We have provided a free, public resource for the analysis of metagenome sequence data. Our service does not require a specific type of sequence data and has no requirement for release or control of the data. All sequence data remains protected by a password mechanism and is visible only to permitted users. This metagenomics annotation pipeline was specifically developed to handle pyrosequencing data and accommodate some of the nuances associated with that data. However, the tools and approaches we have developed are applicable and available for any metagenome project, regardless of sequence type. This service has removed one of the primary bottlenecks in metagenome sequence analysis – the availability of high-performance computing for annotating the data.

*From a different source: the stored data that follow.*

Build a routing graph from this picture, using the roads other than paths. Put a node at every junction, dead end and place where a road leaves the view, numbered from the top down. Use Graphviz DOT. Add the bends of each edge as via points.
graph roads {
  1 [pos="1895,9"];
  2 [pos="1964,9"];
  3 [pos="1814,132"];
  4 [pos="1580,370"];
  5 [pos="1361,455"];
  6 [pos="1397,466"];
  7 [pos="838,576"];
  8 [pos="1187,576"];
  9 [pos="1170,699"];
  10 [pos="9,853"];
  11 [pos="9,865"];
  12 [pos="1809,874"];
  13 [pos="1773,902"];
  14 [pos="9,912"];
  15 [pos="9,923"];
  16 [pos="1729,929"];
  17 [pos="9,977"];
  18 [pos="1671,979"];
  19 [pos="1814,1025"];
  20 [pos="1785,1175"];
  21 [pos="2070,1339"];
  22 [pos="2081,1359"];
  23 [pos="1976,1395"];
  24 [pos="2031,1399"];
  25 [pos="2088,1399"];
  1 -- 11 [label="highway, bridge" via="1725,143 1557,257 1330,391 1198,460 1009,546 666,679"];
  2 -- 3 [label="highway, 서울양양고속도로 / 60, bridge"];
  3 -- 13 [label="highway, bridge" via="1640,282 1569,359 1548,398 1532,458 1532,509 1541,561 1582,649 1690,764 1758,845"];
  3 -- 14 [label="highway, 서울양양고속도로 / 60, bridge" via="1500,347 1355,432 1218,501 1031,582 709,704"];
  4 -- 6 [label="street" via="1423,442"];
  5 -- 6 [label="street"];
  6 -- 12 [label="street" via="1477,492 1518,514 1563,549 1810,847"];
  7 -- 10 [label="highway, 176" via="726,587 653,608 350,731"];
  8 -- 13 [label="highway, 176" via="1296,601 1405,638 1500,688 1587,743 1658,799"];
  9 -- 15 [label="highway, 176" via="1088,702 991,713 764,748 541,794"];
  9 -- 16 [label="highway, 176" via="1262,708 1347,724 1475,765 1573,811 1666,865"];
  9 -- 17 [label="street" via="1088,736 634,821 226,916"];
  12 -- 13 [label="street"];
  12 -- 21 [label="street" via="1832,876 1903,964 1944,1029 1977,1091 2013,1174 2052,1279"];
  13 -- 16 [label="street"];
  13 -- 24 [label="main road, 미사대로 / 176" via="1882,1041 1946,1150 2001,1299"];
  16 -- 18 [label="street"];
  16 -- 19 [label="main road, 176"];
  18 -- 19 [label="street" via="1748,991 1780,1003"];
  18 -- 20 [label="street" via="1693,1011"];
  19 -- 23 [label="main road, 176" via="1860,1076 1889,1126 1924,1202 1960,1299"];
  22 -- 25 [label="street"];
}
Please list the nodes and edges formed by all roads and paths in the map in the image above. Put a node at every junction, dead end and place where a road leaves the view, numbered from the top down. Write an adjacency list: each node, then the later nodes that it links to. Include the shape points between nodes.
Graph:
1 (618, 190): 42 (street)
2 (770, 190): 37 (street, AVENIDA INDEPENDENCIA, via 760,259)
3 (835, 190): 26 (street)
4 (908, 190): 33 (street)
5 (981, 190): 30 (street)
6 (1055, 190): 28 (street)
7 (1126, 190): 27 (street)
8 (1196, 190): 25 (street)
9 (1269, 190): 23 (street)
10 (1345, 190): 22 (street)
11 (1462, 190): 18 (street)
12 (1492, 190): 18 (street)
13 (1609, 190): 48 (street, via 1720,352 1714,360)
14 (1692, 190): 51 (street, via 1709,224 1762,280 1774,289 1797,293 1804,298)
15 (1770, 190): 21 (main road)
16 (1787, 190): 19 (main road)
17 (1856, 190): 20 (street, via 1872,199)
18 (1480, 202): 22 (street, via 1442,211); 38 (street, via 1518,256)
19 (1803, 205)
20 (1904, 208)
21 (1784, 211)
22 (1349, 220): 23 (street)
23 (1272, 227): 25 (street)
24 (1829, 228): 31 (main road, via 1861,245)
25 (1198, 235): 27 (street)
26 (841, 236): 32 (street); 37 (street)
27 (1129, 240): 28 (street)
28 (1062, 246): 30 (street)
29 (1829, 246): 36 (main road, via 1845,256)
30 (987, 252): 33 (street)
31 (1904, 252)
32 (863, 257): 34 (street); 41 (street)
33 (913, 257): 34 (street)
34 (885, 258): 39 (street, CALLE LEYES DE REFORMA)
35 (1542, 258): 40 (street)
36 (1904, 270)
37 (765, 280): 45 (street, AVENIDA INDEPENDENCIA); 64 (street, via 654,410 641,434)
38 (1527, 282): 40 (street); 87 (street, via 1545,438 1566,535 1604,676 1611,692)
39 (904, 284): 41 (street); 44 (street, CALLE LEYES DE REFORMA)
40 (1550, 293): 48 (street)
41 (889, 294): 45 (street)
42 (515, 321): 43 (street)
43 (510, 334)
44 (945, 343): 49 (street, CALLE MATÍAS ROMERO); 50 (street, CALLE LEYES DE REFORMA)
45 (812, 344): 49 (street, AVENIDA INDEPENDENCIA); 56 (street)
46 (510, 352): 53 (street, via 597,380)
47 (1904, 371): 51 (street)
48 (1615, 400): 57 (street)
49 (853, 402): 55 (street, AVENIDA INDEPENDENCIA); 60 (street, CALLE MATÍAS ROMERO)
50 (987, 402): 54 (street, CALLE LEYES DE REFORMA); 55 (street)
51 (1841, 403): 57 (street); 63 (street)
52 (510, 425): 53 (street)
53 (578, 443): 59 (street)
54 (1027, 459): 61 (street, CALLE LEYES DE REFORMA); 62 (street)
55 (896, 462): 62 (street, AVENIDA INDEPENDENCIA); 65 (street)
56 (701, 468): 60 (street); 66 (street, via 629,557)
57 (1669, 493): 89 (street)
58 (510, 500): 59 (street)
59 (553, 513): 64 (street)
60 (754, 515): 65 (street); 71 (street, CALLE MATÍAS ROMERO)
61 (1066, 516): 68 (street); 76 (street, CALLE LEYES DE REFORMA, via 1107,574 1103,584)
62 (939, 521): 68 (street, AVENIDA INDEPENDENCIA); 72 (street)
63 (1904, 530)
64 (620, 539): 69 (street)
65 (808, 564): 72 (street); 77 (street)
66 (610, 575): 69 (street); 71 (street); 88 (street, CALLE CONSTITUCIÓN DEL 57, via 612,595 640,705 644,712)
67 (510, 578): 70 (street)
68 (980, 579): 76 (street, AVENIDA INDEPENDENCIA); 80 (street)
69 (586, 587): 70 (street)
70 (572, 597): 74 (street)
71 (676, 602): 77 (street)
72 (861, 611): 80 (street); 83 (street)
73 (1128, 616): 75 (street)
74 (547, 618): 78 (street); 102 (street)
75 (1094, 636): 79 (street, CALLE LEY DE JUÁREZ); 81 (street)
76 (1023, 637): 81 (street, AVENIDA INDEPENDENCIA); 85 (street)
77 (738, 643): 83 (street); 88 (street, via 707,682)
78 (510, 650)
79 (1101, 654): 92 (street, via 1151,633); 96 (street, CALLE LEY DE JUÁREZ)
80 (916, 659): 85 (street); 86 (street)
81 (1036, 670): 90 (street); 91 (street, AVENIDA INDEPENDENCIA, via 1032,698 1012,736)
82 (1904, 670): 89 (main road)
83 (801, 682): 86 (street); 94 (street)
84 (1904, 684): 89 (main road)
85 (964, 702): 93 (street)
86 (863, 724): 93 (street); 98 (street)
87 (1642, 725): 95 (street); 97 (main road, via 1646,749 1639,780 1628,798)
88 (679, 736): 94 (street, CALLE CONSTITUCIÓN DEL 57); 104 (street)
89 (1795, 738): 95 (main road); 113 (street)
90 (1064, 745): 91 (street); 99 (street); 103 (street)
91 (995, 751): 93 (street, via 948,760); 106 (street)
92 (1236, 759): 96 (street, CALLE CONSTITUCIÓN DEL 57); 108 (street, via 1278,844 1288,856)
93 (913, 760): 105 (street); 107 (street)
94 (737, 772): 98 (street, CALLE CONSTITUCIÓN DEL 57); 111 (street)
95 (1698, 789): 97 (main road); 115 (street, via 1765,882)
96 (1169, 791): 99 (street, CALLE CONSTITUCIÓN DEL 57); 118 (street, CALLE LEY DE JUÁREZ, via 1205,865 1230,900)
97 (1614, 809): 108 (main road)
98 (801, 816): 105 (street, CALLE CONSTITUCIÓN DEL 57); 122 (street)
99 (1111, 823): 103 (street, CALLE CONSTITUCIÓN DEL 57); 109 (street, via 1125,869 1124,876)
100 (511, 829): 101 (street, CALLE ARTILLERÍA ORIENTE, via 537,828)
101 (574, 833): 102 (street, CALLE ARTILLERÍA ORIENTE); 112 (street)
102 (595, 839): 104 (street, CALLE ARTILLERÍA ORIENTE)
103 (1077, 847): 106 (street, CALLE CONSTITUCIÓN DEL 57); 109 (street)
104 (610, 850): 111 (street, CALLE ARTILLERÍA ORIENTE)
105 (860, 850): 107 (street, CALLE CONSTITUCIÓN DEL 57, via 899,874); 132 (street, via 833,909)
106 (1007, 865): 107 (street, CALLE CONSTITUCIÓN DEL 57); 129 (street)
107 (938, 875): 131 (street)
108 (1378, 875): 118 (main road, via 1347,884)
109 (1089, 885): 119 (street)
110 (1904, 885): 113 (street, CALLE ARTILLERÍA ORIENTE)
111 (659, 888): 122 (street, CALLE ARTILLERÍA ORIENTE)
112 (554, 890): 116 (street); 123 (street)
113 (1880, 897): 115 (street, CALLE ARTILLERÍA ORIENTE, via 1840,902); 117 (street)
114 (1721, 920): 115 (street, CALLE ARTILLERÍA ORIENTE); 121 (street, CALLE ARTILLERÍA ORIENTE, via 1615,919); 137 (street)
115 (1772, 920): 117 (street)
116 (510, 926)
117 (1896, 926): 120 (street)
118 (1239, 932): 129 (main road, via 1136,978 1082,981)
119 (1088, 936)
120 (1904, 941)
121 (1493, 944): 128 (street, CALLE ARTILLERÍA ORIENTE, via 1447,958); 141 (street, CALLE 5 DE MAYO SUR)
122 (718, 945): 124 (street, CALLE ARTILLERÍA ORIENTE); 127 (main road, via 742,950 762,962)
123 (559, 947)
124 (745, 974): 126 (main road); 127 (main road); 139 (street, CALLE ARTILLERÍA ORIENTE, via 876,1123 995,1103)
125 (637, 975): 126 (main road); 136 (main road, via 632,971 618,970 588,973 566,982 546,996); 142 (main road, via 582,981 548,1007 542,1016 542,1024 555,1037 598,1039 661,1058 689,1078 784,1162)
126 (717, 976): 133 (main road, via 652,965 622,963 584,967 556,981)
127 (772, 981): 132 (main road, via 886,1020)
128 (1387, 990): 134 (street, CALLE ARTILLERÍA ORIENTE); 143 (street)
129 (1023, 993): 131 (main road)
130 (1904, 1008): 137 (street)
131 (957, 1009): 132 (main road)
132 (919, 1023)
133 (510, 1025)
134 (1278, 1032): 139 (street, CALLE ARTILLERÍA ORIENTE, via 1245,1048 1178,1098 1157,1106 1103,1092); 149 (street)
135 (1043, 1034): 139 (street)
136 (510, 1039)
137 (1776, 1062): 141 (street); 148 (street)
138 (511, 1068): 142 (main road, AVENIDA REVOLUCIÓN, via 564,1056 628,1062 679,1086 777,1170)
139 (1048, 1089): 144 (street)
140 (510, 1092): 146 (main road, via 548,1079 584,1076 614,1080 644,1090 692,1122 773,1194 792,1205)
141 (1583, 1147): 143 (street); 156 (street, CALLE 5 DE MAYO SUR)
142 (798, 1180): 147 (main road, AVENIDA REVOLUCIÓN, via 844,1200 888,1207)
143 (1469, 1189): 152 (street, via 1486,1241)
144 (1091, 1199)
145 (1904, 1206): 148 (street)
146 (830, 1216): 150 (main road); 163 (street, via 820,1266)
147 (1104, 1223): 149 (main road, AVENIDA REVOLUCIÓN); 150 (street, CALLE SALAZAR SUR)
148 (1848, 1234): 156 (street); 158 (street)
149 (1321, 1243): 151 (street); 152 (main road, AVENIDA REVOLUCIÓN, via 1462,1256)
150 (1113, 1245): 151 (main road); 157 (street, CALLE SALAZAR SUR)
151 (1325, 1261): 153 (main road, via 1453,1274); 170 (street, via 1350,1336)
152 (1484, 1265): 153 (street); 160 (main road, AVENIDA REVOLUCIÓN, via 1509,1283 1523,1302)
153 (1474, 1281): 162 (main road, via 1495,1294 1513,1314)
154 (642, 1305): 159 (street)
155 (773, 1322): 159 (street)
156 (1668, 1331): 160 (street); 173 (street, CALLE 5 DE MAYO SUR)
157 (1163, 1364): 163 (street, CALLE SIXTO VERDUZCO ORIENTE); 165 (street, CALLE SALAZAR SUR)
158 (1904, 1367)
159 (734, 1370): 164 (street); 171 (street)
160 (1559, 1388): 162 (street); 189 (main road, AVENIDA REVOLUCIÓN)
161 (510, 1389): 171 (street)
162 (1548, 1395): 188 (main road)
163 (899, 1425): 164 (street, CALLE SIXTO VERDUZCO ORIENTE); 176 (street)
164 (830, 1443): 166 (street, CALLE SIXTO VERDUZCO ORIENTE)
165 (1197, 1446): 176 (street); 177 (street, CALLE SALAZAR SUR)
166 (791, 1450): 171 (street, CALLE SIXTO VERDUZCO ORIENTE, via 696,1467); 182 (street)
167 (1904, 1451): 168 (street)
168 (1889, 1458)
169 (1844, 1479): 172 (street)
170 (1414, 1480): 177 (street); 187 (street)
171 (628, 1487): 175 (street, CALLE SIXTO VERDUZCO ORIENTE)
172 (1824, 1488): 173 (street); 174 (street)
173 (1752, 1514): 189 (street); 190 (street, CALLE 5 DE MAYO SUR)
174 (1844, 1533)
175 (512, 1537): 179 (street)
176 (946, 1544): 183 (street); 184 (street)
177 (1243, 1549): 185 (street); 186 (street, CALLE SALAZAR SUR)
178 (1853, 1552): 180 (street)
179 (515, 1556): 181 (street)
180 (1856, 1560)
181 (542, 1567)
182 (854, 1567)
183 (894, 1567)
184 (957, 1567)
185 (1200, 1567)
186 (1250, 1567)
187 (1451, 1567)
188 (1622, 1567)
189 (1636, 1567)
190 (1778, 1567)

The service is available to all users after a simple registration process. In addition to being available through the integrated SEED-Viewer [29] interface, all results are available for download in variety of formats, including GFF3, GenBank, and flat text formats (e.g., tab-separated text for use in spreadsheets). The server is made available on a best-effort basis, and all underlying data and software are open source (please see

Plans include the development of novel tools to allow systematic data mining in the samples and improved support for in-depth analysis of 16S-based metagenome data sets.